Posto che la riforma si inserisce in una tendenza verso l’equiparazione dello statuto giuridico delle persone omosessuali e delle persone eterosessuali, che ha preso l’avvio con la depenalizzazione delle condotte omosessuali (il Tribunale cita la sentenza della Corte di Strasburgo Dudgeon c. Regno Unito del 1981) e successivamente con il riconoscimento della tutela antidiscriminatoria nei trattati internazionali e nella Carta europea dei diritti fondamentali, il Tribunale rileva come il riconoscimento alle persone omosessuali del diritto di sposarsi segni l’ulteriore passo verso la garanzia della dignità della persona e del libero sviluppo della personalità, potendosi, peraltro, riconoscere che, come detto, il meccanismo scelto dal legislatore per compiere tale passo non è l’unico tecnicamente possibile.

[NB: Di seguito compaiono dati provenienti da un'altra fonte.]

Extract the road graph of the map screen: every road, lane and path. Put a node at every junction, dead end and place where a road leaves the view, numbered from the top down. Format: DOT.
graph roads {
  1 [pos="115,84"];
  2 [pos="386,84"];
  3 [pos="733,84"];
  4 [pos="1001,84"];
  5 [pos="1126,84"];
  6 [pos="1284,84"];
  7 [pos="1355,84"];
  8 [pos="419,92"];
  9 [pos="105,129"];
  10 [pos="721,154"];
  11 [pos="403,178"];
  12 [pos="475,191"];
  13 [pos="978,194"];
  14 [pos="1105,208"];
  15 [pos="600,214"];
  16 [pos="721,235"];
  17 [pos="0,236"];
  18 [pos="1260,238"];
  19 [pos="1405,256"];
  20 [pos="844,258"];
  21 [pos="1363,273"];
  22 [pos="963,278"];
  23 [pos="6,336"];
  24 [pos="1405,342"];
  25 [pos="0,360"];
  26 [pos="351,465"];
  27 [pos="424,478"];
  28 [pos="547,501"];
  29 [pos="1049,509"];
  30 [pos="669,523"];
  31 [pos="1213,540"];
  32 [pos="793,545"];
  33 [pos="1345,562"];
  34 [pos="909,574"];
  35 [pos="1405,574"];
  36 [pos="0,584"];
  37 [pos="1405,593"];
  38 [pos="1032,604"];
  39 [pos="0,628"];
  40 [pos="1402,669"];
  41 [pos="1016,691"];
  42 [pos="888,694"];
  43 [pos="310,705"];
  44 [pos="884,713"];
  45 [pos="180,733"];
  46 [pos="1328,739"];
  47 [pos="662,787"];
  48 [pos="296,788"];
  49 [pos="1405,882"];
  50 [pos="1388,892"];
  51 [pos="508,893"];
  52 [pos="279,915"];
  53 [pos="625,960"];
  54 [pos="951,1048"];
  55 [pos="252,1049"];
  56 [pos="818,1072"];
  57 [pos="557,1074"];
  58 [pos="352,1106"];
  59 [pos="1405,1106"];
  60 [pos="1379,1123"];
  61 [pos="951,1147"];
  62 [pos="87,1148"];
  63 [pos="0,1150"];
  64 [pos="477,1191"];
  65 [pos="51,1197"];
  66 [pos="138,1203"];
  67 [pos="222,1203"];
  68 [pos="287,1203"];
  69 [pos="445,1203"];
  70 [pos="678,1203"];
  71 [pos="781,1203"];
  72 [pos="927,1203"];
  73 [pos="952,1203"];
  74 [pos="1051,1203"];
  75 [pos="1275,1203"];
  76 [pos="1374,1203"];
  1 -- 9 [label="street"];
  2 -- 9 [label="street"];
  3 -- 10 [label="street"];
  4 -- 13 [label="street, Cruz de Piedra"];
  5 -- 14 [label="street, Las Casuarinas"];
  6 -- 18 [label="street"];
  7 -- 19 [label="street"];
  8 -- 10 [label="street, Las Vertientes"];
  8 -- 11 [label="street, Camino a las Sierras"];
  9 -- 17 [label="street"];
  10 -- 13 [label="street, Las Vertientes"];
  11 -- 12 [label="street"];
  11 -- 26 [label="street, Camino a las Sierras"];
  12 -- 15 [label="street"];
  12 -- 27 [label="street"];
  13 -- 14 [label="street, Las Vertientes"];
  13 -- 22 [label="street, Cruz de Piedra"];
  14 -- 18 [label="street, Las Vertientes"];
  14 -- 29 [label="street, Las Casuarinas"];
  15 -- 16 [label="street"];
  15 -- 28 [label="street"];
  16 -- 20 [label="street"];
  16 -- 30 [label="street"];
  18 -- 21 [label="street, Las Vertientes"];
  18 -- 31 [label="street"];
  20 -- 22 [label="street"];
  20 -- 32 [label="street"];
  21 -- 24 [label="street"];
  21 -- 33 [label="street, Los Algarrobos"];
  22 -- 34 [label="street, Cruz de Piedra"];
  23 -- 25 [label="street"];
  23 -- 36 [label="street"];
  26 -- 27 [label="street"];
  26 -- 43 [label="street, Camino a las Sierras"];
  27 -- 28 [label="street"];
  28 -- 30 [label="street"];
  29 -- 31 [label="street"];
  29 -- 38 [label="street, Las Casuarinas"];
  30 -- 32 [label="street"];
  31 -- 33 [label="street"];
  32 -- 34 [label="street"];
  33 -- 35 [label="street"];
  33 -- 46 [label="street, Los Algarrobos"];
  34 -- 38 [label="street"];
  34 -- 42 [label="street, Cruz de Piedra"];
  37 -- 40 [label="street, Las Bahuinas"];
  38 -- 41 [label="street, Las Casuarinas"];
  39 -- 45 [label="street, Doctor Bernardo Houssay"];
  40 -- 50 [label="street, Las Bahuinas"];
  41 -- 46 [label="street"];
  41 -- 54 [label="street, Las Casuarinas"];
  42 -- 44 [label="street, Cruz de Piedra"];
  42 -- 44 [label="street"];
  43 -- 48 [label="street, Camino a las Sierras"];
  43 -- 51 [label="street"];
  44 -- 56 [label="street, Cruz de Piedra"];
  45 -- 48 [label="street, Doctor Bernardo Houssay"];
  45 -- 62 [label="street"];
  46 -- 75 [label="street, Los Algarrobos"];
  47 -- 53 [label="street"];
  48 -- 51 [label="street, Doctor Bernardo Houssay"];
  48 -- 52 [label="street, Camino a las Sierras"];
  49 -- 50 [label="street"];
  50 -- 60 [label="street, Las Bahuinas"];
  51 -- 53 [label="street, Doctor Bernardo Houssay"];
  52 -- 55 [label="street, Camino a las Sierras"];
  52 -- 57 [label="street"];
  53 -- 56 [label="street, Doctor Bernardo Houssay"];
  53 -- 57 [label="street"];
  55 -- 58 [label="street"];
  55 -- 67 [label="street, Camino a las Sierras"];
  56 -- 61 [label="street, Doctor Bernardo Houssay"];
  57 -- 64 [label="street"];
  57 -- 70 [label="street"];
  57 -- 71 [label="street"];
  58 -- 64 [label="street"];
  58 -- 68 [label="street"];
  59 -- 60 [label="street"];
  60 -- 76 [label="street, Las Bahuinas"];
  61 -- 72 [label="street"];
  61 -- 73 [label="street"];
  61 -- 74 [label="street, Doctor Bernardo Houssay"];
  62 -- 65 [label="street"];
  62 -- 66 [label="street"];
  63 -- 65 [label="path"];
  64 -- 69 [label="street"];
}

Non compete peraltro al Tribunale costituzionale giudicare l’opportunità o la convenienza della scelta del legislatore nel momento in cui le opzioni legislative si mantengono in un ambito di conformità col testo costituzionale. Lasciando da parte il dibattito se le persone omosessuali godessero già del diritto a contrarre matrimonio prima della riforma normativa, il Tribunale costituzionale rileva, comunque, come il legislatore spagnolo avesse varie opzioni a sua disposizione, tutte rispettose del dettato costituzionale tra cui ha legittimamente optato per la scelta del matrimonio, in luogo, ad esempio, delle unioni civili propugnate dai ricorrenti.
Diritto all’adozione
Con riguardo, infine, alla questione relativa all’adozione, che aveva rappresentato una delle argomentazioni principali dei ricorrenti, il Tribunale osserva come la normativa impugnata non contenga alcuna esplicita disposizione al riguardo limitandosi ad affermare la possibilità d’adottare da parte delle coppie coniugate, senza allusione alcuna all’orientamento sessuale degli adottanti. Il Tribunale si limita, allora, a ricordare la nota sentenza della Corte di Strasburgo nel caso Frette c Francia, del 26 febbraio 2002, nella quale è stato evidenziato come l’interesse superiore del minore debba essere sempre tutelato nel caso concreto nell’ambito della verifica cui devono essere sottoposti gli eventuali adottanti a prescindere dal loro orientamento sessuale. Il dovere di protezione integrale dei figli permane in ogni ambito, a prescindere dall’orientamento sessuale degli adottanti, né può ritenersi, in astratto, che tale interesse sia leso per il solo fatto che si permetta alle persone omosessuali di adottare, in forma individuale o congiuntamente. Un’eventuale lesione dei principi costituzionali entrerebbe in gioco soltanto ove la legislazione non garantisse che nel procedimento di adozione l’obiettivo fondamentale permanga la conservazione dell’interesse del minore, circostanza che non occorre nel caso di specie posto che la normativa del codice civile, così come modificato dalla legge del 2005, assicura che la decisione giudiziaria terrà sempre in conto primario l’interesse dell’adottato e l’idoneità ad esercitare la potestà da parte dell’adottante o degli adottanti, idoneità che nulla ha a che vedere con l’orientamento sessuale della persona.